Address of a variable in c

Location in a memory where a variable stores its data or value is known as address of variable. To know address of any variable c has provided a special unary operator & which is known as deference operator or address operator. It operator is only used with variables not with the constant. For example:

#include<stdio.h>
int main(){
    int a=5;
    printf("Address of variable a is: %d",&a);
    return 0;
}

We cannot write: &&a, because:

&&a=& (&a) =& (address of variable a) =& (a constant number)

And we cannot use address operator with constant.

Important points about address of variables in c:

(1)Address of any variable in c is an unsigned integer. It cannot be a negative number. So in printf statement we should use %u instead of %d, to print the address of any variable.

%d: It is used to print signed decimal number.

%u: It is used to print unsigned decimal number.

Since, if the address of any variable will beyond the range of signed short int it will print a cyclic value.
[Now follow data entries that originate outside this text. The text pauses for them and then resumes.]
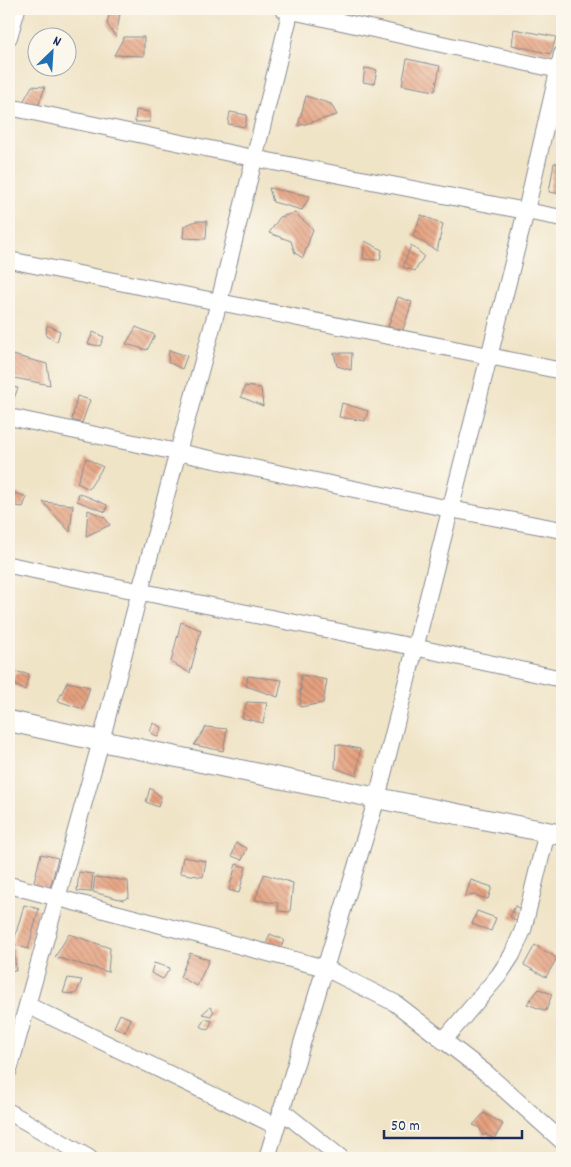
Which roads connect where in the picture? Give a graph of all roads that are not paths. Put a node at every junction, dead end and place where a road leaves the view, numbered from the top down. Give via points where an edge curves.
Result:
1 (16, 9) edge
2 (288, 9) edge
3 (9, 37) edge
4 (560, 62) edge
5 (9, 107) edge
6 (254, 158) junction
7 (526, 211) junction
8 (562, 218) edge
9 (9, 260) edge
10 (219, 302) junction
11 (489, 356) junction
12 (562, 371) edge
13 (9, 417) edge
14 (178, 452) junction
15 (450, 509) junction
16 (562, 530) edge
17 (9, 565) edge
18 (140, 591) junction
19 (414, 647) junction
20 (562, 679) edge
21 (9, 721) edge
22 (101, 742) junction
23 (377, 798) junction
24 (555, 833) edge
25 (9, 885) edge
26 (56, 898) junction
27 (325, 968) junction
28 (27, 1005) junction
29 (444, 1041) junction
30 (9, 1070) edge
31 (281, 1110) junction
32 (9, 1112) edge
33 (276, 1126) junction
34 (562, 1141) edge
35 (88, 1158) edge
36 (267, 1158) edge
37 (341, 1158) edge

1 - 3 street
2 - 4 street
2 - 6 street
4 - 7 street
5 - 6 street
6 - 7 street
6 - 10 street
7 - 8 street
7 - 11 street
9 - 10 street
10 - 11 street
10 - 14 street
11 - 12 street
11 - 15 street
13 - 14 street
14 - 15 street
14 - 18 street
15 - 16 street
15 - 19 street
17 - 18 street
18 - 19 street
18 - 22 street
19 - 20 street
19 - 23 street
21 - 22 street
22 - 23 street
22 - 26 street
23 - 24 street
23 - 27 street
24 - 29 street via 512,955 499,976
25 - 26 street
26 - 27 street
26 - 28 street
27 - 29 street via 395,1003
27 - 31 street
28 - 30 street
28 - 33 street
29 - 34 street via 486,1073
31 - 33 street
31 - 37 street
32 - 35 street
33 - 36 street

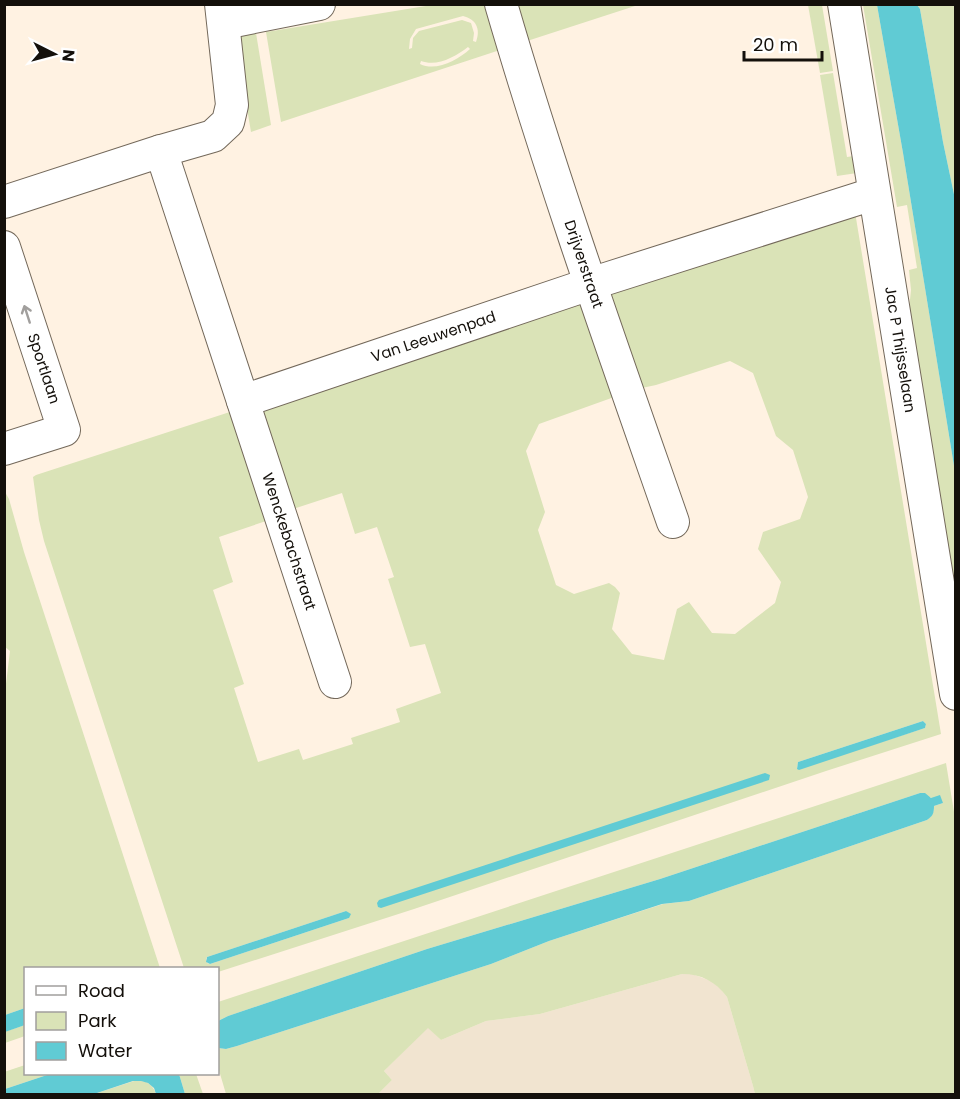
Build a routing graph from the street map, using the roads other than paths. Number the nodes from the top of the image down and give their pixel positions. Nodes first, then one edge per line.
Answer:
1 (320, 4) edge
2 (501, 4) edge
3 (844, 4) edge
4 (222, 14) edge
5 (161, 151) junction
6 (873, 194) junction
7 (4, 202) edge
8 (4, 247) edge
9 (590, 284) junction
10 (243, 401) junction
11 (4, 449) edge
12 (673, 522) dead end
13 (335, 682) dead end
14 (956, 694) edge

1 - 4 street
2 - 9 street, Drijverstraat
3 - 6 street, Jac P Thijsselaan
4 - 5 street
5 - 7 street
5 - 10 street
6 - 9 street, Van Leeuwenpad
6 - 14 street, Jac P Thijsselaan
11 -> 8 street, Sportlaan
9 - 10 street, Van Leeuwenpad
9 - 12 street, Drijverstraat
10 - 13 street, Wenckebachstraat

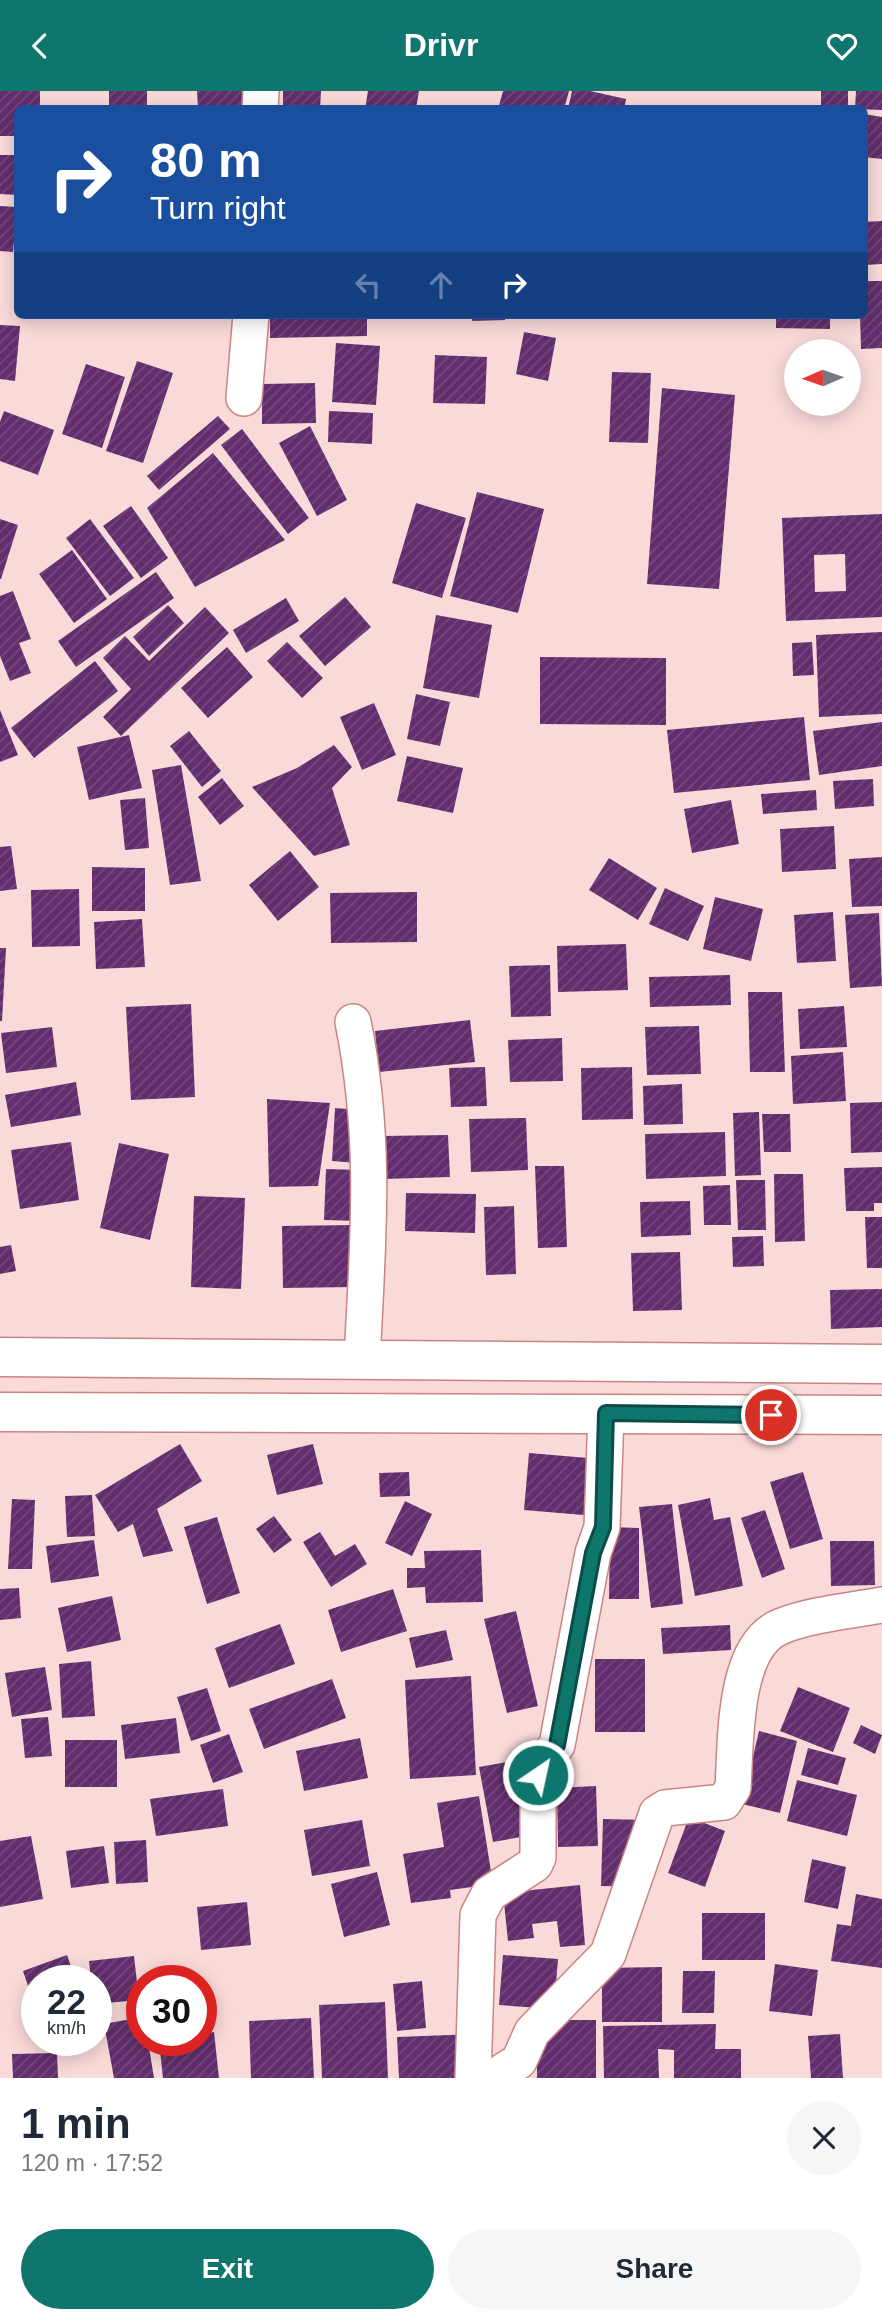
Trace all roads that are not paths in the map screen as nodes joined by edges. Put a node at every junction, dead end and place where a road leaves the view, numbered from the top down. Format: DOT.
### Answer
graph roads {
  1 [pos="251,319"];
  2 [pos="244,398"];
  3 [pos="353,1022"];
  4 [pos="0,1357"];
  5 [pos="362,1360"];
  6 [pos="882,1364"];
  7 [pos="0,1412"];
  8 [pos="606,1413"];
  9 [pos="882,1415"];
  10 [pos="882,1605"];
  11 [pos="473,2078"];
  12 [pos="493,2078"];
  1 -- 2 [label="street"];
  3 -- 5 [label="street"];
  4 -- 5 [label="street"];
  5 -- 6 [label="street"];
  7 -- 8 [label="street"];
  8 -- 9 [label="street"];
  8 -- 11 [label="street"];
  10 -- 12 [label="street"];
}
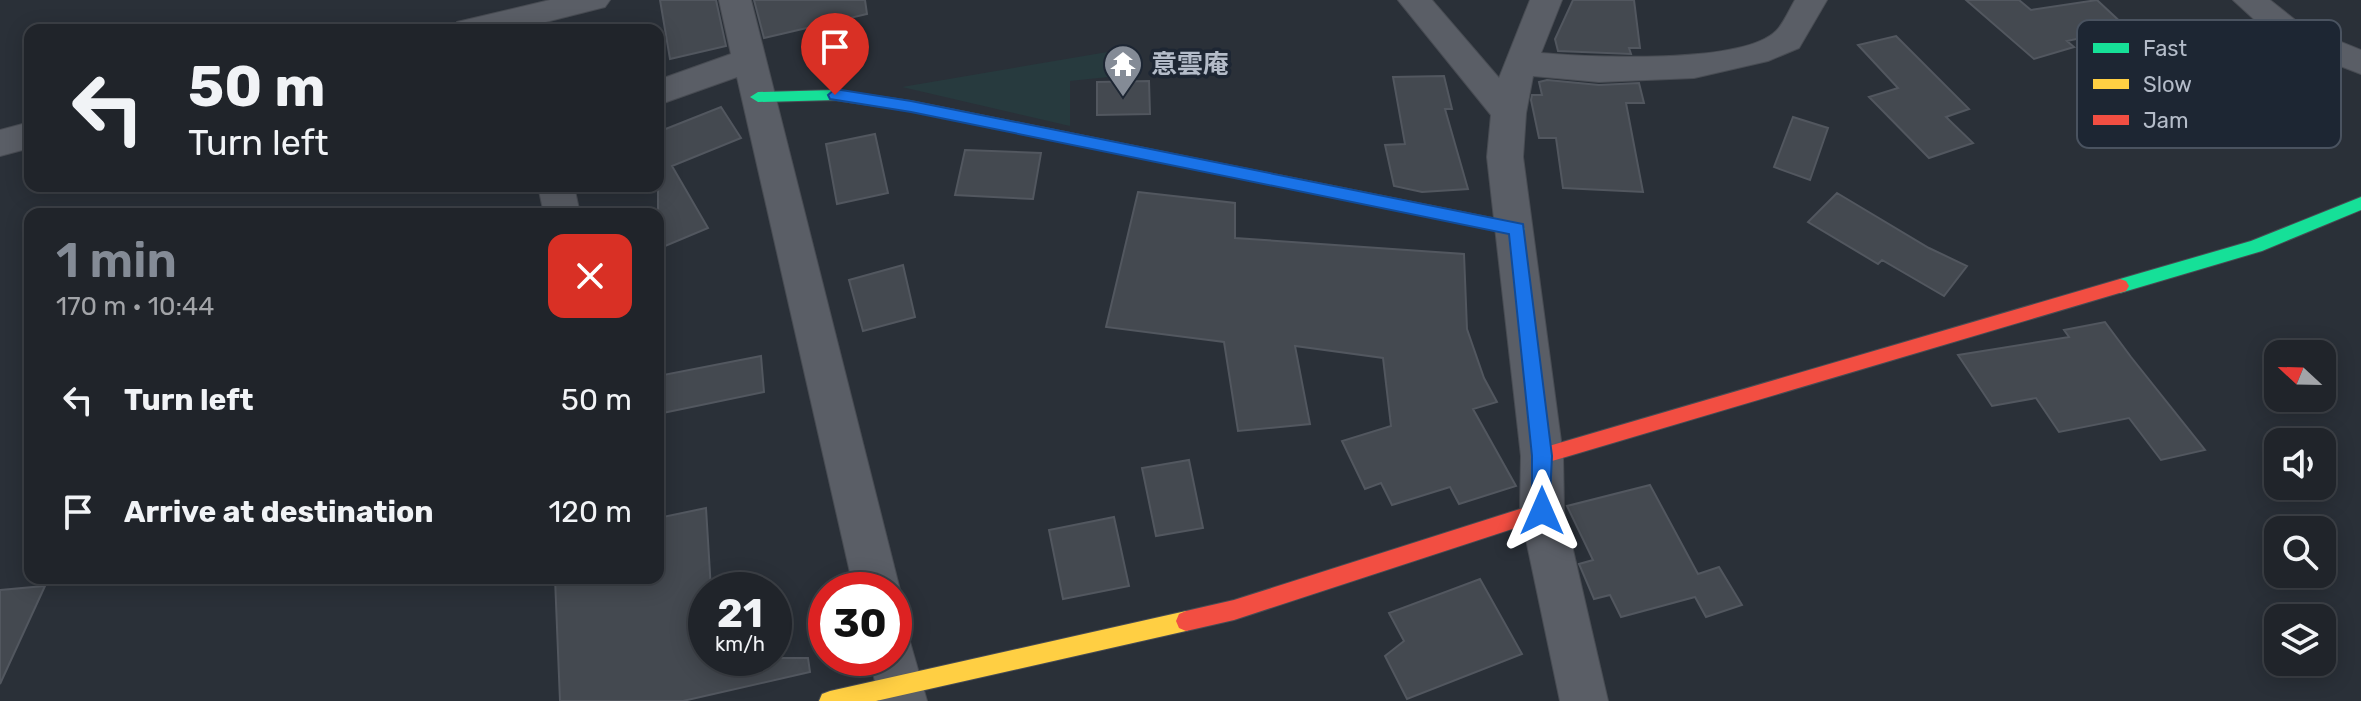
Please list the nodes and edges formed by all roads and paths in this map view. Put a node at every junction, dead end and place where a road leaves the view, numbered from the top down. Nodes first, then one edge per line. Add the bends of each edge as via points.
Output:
1 (594, 0) edge
2 (735, 0) edge
3 (1414, 0) edge
4 (1546, 0) edge
5 (1811, 0) edge
6 (2249, 0) edge
7 (512, 10) edge
8 (2274, 20) edge
9 (482, 24) edge
10 (2341, 55) edge
11 (749, 60) junction
12 (1519, 62) junction
13 (2361, 63) edge
14 (664, 91) edge
15 (758, 97) junction
16 (1506, 110) junction
17 (24, 137) edge
18 (0, 143) edge
19 (2361, 203) edge
20 (1517, 229) junction
21 (1542, 456) junction
22 (1542, 511) junction
23 (873, 572) edge
24 (899, 682) edge
25 (830, 701) edge
26 (1584, 701) edge

1 - 7 street
2 - 11 street
3 - 16 street
4 - 12 street
5 - 12 street via 1787,40 1768,50 1694,67 1599,70
6 - 8 street
7 - 9 street
10 - 13 street
11 - 14 street
11 - 15 street
12 - 16 street
15 - 20 street via 835,95 911,106
15 - 23 street
16 - 20 street via 1505,157
17 - 18 street
19 - 21 street via 2256,246
20 - 21 street
21 - 22 street
22 - 24 street via 1234,610
22 - 26 street
24 - 25 street

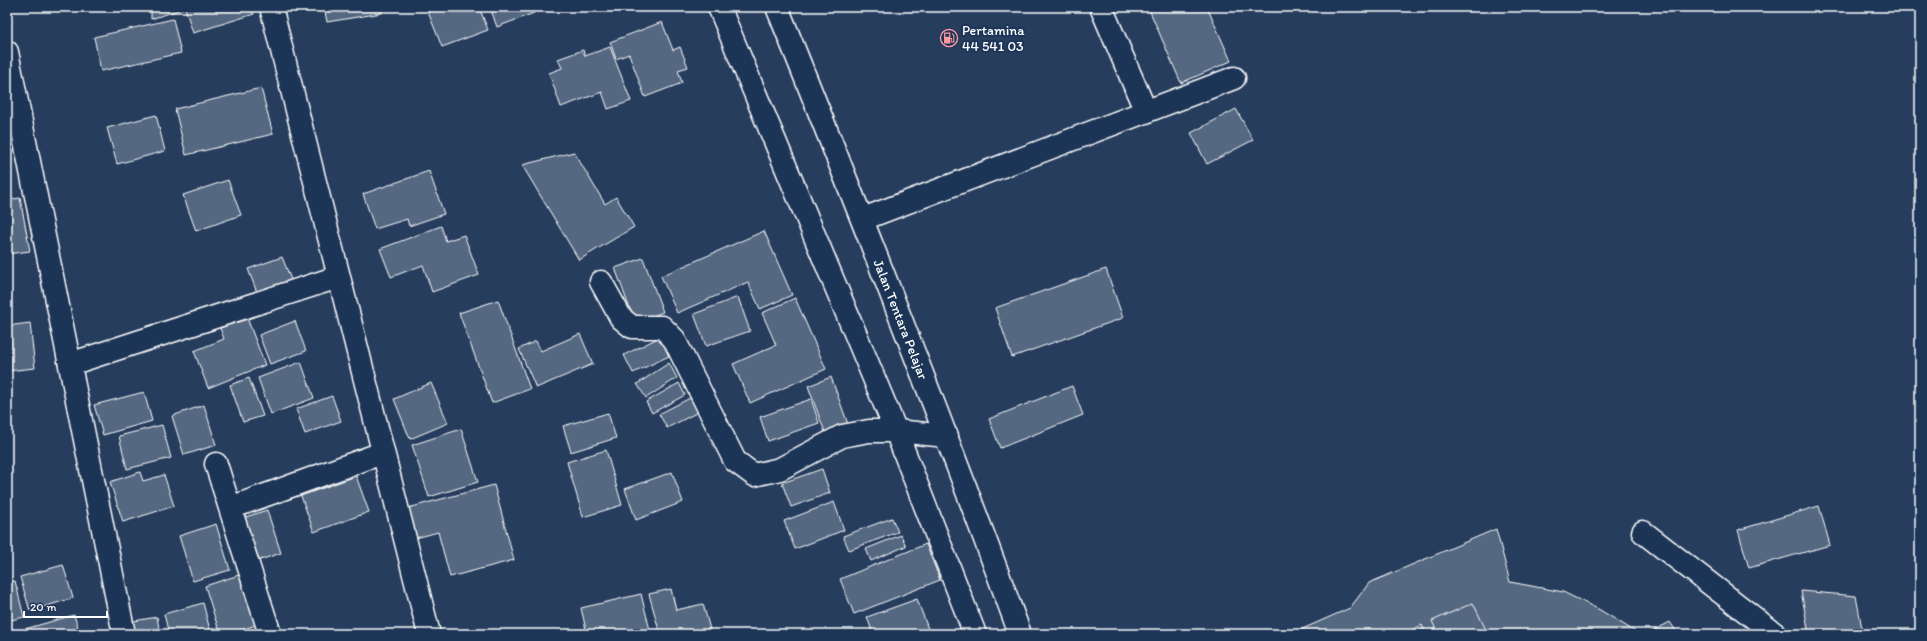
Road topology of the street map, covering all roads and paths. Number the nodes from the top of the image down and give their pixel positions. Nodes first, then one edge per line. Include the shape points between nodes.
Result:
1 (271, 7) edge
2 (719, 7) edge
3 (777, 7) edge
4 (1101, 7) edge
5 (7, 52) edge
6 (1234, 78) dead end
7 (1146, 112) junction
8 (863, 219) junction
9 (338, 277) junction
10 (601, 282) dead end
11 (70, 364) junction
12 (896, 431) junction
13 (947, 436) junction
14 (382, 453) junction
15 (216, 464) dead end
16 (230, 508) junction
17 (1643, 532) dead end
18 (124, 634) edge
19 (270, 634) edge
20 (429, 634) edge
21 (975, 634) edge
22 (1020, 634) edge
23 (1775, 634) edge

1 - 9 street
2 - 12 street
3 - 8 street, Jalan Tentara Pelajar
4 - 7 street
5 - 11 street
6 - 7 street
7 - 8 street
8 - 13 street, Jalan Tentara Pelajar
9 - 11 street
9 - 14 street
10 - 12 street via 621,318 632,327 662,327 674,339 734,461 754,475 780,469 842,436 868,431
11 - 18 street
12 - 13 street
12 - 21 street
13 - 22 street, Jalan Tentara Pelajar
14 - 16 street
14 - 20 street
15 - 16 street
16 - 19 street
17 - 23 street

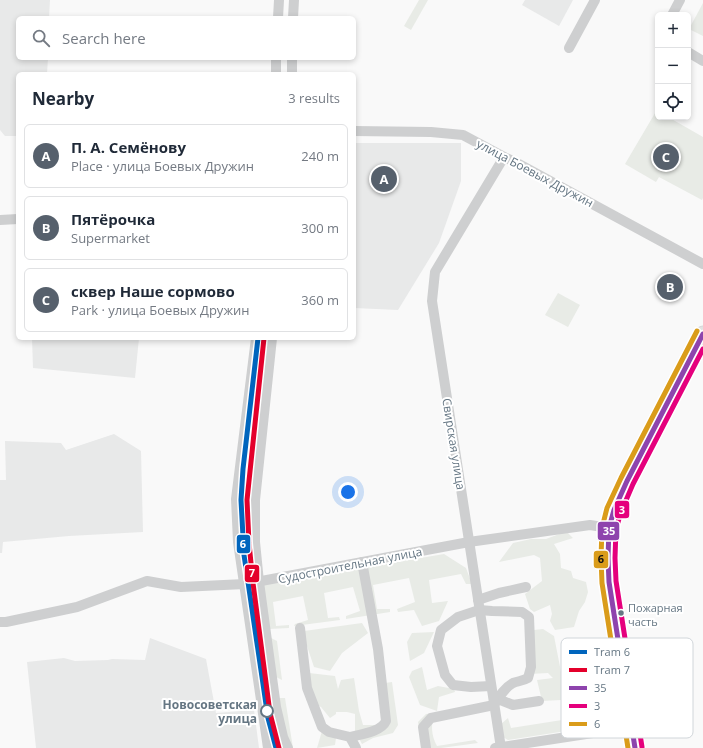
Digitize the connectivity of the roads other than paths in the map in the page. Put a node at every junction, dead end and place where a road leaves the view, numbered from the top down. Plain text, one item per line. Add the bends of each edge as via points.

(2)Address of any variable must be within the range 0000 to FFFF in hexadecimal number format or 0 to 65535 i.e. range of unsigned short int in c. To print the address of any variable in hexadecimal number format by printf function we should use %x or %X.

%x: To print a number in hexadecimal format using 0 to 9 and a, b, c, d, e, f.

%X: To print a number in hexadecimal format using 0 to 9 and A, B, C, D, E, F.

(3)A programmer cannot know at which address a variable will store the data. It is decided by compiler or operating system.

(4)Any two variables in c cannot have same physical address.

(5)Address of any variable reserve two bytes of memory spaces.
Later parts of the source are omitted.